Responses of stomatal conductance to simultaneous changes in two environmental factors

Abstract

To clarify interactions between stomatal responses to two simultaneous environmental changes, the rates of change in stomatal conductance were measured after simultaneously changing two environmental factors from the set of air humidity, leaf water potential (hydraulic environmental factors), air CO(2) concentration and light intensity (photosynthetic environmental factors). The stomatal responses to changes in leaf water potential were not significantly modified by any other simultaneous environmental change. A decrease in air humidity was followed by a decrease in stomatal conductance, and an increase in air humidity was followed by an increase in the conductance, irrespective of the character of the simultaneous change in the photosynthetic environmental factor. If the simultaneous change had an opposite effect on stomatal conductance, the rate of change in stomatal conductance was higher than the theoretical summed rate-the sum of the rate following one environmental change and the rate following another environmental change, measured separately. That is, the stomatal response to air humidity dominated over the responses to photosynthetic environmental factors. Yet, if the simultaneous change in photosynthetic factors had a codirectional effect on stomatal conductance, the rate of stomatal conductance change was lower than the theoretical summed rate. After a simultaneous change of two photosynthetic environmental factors, the rate of stomatal conductance change was very similar to the theoretical rate, if both the environmental changes had a codirectional effect on stomatal conductance. If the changes in the photosynthetic factors had opposite effects on stomatal conductance, the conductance increased, irrespective of the character of the increasing environmental factor. In drought-stressed trees, the rates of change in stomatal conductance tended to differ from the theoretical summed rates more than in well-watered trees.

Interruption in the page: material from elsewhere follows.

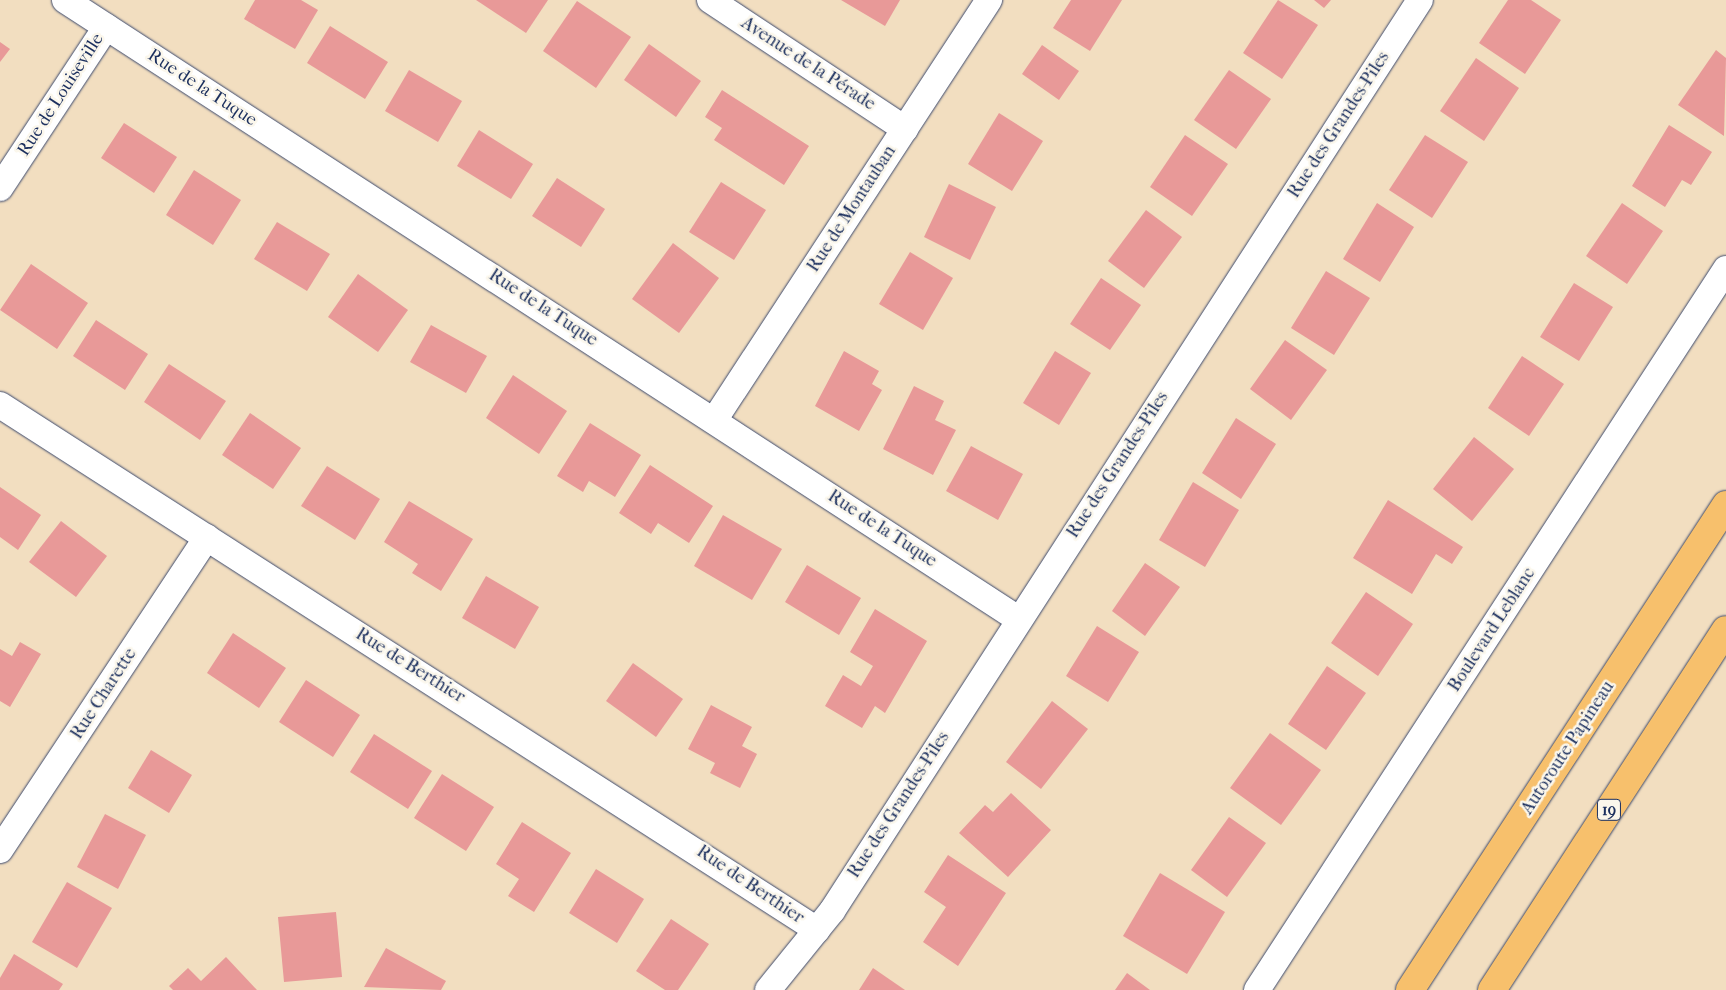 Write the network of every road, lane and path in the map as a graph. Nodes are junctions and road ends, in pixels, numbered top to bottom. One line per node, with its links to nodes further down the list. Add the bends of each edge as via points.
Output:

Stomatal closure following an increase in CO(2) concentration was the stomatal response that was most strongly suppressed by the response to another simultaneous environmental change. Six species of temperate deciduous trees were shown to be similar in their relations between the stomatal responses to two simultaneous environmental changes. The mechanism and ecological significance of the interactions between the two signal response pathways of stomata are discussed.